DATASET RECORDS START
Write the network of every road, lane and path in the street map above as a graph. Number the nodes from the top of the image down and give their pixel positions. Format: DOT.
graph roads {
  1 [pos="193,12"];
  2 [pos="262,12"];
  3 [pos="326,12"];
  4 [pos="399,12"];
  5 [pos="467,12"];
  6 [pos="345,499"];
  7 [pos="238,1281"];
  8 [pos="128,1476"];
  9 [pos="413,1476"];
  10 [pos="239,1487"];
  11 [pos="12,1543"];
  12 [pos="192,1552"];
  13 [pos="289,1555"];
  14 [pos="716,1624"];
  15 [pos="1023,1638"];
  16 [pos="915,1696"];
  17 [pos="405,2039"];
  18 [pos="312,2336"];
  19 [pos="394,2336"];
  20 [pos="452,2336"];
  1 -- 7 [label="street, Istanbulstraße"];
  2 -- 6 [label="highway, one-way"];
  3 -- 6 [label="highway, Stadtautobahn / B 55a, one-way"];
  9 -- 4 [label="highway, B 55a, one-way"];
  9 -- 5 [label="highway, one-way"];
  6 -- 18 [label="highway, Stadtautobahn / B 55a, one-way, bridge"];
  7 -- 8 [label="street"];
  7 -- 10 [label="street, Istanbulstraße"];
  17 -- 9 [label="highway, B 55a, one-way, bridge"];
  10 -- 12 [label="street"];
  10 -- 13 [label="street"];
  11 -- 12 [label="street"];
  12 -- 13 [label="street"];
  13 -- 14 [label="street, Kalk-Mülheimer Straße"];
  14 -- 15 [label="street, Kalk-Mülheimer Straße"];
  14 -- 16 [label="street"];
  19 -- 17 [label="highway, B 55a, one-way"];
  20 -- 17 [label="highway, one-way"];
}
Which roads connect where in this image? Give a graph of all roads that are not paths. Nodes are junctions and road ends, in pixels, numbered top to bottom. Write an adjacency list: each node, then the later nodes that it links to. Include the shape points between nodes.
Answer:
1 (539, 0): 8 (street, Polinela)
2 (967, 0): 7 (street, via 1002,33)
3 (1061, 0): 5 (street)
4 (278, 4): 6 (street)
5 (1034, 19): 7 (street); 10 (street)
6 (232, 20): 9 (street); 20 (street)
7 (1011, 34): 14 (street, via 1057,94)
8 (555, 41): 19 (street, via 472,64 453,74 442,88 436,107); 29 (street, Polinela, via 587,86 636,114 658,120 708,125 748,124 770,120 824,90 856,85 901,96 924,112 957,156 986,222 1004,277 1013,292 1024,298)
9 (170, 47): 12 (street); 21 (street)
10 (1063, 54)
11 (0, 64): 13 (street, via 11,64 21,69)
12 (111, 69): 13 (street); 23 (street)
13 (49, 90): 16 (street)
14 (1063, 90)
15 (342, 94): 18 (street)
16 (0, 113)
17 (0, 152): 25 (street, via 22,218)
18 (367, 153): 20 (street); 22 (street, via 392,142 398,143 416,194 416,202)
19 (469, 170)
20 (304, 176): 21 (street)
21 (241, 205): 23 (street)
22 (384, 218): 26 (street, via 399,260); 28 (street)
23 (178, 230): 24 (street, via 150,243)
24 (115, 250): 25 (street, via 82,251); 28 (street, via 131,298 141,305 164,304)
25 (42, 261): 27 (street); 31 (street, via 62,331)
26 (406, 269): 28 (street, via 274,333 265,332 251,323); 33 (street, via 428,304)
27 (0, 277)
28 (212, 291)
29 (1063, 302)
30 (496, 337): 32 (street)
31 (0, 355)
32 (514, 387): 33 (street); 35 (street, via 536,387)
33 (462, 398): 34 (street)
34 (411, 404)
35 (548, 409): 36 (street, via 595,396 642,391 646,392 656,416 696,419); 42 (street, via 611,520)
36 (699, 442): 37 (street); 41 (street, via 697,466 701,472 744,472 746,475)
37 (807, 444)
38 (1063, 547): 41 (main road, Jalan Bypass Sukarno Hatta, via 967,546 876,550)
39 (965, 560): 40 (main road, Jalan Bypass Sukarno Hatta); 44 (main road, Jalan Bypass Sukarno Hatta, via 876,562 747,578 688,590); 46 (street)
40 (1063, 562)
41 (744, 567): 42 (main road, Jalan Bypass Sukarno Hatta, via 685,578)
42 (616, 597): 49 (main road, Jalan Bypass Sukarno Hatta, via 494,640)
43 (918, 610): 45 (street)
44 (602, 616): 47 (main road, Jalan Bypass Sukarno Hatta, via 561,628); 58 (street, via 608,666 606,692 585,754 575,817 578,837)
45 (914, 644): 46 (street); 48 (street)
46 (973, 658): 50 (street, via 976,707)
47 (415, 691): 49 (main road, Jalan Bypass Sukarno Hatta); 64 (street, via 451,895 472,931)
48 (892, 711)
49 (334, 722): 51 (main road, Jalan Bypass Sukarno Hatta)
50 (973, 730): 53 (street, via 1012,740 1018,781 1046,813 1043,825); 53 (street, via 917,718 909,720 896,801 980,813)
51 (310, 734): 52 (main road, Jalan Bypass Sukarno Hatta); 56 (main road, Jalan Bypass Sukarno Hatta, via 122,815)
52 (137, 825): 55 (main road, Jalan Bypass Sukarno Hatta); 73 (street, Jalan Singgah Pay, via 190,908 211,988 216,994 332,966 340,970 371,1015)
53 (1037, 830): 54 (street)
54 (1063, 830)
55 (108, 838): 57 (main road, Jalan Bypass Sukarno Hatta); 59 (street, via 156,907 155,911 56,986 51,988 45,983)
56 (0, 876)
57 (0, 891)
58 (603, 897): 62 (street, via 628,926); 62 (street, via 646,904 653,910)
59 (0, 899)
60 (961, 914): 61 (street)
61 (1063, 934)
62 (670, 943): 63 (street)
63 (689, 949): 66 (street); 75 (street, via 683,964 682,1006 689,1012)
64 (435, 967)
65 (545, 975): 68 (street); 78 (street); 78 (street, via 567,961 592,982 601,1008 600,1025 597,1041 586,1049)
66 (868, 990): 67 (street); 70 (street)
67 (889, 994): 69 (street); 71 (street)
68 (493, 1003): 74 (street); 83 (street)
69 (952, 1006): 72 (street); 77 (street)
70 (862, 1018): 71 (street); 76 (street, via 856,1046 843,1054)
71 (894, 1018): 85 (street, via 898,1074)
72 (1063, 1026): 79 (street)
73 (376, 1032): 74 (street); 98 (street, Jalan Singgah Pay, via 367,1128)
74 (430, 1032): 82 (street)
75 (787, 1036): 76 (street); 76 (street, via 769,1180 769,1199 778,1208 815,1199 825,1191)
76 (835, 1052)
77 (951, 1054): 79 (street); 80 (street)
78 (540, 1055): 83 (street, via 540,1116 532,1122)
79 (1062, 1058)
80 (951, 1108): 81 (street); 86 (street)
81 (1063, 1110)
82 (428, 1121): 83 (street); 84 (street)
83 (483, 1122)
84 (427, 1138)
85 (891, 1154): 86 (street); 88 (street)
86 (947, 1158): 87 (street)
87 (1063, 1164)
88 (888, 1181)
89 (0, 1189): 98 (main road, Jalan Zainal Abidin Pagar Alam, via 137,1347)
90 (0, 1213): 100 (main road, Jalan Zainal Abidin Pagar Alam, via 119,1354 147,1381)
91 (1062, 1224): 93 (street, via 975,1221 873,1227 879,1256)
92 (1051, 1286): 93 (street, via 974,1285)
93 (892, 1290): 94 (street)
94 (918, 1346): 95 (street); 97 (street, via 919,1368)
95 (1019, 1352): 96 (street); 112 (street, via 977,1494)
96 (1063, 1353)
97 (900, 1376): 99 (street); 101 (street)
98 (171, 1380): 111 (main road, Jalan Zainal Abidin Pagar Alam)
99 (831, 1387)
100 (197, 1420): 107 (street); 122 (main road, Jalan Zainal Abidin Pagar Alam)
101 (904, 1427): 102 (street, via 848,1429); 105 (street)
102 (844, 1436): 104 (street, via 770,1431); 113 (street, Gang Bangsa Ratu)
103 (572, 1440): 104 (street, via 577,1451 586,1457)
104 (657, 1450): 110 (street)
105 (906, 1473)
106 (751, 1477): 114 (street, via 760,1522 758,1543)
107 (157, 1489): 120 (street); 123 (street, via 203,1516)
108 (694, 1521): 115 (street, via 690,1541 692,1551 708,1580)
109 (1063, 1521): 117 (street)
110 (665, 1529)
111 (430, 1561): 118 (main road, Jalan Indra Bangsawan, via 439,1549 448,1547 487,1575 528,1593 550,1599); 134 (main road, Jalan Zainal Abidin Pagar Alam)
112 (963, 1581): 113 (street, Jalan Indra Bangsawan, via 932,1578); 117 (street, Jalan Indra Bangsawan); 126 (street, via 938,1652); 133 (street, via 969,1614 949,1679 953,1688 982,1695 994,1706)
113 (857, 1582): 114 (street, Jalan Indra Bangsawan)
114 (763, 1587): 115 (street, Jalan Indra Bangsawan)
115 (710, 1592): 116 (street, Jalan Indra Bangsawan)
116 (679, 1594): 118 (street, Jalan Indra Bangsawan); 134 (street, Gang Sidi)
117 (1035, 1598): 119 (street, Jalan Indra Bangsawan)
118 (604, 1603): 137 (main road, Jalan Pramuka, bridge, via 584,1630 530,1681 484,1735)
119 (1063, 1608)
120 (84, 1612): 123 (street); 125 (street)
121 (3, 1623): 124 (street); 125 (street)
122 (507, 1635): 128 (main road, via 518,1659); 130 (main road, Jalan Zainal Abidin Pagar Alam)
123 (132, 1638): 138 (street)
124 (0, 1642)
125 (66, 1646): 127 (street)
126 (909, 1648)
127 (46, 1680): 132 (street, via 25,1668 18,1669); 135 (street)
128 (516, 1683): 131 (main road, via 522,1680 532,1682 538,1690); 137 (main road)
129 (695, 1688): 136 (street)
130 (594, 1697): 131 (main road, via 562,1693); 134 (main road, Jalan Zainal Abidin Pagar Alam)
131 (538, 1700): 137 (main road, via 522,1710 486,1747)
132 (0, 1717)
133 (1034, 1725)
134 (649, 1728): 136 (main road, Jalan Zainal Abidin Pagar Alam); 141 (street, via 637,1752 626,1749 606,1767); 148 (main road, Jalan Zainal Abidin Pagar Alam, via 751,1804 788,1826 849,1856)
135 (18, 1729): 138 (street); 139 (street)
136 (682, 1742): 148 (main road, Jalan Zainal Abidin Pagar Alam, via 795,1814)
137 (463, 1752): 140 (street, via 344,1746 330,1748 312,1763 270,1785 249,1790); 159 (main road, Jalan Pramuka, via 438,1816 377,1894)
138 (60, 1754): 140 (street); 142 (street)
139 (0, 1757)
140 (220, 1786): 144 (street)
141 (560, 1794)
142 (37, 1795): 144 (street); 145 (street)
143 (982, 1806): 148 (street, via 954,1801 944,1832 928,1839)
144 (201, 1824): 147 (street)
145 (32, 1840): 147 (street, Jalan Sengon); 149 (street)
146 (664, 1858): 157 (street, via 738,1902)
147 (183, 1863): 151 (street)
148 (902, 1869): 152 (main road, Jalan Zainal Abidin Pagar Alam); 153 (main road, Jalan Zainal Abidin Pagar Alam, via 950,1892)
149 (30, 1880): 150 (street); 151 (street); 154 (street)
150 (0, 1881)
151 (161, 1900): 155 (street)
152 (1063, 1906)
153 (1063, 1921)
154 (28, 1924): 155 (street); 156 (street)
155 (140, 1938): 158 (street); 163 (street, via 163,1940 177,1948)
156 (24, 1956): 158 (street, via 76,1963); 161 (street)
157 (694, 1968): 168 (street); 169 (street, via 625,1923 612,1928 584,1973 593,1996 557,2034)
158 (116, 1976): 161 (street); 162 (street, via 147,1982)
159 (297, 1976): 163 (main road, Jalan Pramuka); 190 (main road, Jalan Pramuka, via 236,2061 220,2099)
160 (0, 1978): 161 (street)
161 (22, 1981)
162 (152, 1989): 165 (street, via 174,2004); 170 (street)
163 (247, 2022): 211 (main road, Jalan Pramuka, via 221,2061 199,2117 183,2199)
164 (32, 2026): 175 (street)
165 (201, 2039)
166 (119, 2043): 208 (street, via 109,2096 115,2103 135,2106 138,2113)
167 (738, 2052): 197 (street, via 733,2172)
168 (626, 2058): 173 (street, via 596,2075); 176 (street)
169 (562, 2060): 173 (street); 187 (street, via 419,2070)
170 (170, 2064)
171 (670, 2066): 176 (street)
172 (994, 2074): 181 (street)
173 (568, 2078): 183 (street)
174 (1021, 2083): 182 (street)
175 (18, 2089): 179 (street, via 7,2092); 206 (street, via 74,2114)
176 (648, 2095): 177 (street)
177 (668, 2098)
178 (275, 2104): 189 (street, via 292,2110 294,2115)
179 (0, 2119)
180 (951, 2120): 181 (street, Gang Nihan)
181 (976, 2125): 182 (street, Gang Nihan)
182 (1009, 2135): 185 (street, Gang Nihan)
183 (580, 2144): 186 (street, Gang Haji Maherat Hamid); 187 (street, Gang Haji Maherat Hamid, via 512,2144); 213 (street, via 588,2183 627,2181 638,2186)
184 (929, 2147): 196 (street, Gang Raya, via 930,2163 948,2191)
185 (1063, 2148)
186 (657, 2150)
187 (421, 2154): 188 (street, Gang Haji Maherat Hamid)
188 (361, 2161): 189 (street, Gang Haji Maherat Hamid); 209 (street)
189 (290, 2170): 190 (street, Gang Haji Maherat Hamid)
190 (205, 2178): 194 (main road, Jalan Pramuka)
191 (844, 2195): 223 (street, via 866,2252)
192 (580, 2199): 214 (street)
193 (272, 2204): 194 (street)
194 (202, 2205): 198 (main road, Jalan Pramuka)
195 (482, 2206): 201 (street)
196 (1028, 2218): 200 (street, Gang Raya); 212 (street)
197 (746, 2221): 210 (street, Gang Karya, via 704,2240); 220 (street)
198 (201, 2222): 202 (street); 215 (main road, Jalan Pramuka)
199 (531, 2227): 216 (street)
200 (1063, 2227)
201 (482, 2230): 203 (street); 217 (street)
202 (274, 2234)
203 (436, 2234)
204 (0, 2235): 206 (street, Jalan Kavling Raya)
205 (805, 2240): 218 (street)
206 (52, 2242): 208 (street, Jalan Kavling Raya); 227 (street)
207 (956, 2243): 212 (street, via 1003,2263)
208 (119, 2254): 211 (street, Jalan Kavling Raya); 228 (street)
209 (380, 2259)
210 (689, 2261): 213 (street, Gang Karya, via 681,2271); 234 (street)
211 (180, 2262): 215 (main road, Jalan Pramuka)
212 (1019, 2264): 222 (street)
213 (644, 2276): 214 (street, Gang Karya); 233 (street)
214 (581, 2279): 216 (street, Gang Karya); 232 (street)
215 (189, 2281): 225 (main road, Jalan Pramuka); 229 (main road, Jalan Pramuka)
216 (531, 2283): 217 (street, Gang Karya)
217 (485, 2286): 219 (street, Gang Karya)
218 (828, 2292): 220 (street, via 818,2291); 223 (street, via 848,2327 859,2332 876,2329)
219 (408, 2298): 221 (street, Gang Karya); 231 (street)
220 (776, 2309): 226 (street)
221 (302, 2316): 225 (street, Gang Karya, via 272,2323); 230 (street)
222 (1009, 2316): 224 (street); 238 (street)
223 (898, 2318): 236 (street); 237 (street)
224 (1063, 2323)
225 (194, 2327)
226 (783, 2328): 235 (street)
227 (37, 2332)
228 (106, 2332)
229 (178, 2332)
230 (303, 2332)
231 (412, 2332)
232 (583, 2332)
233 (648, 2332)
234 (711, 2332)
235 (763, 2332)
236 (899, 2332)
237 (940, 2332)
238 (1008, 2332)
DATASET RECORDS END
Tally the lines of the data that contain the string "Alam" and report the total alone.

• PROBLEM SOLUTION:
10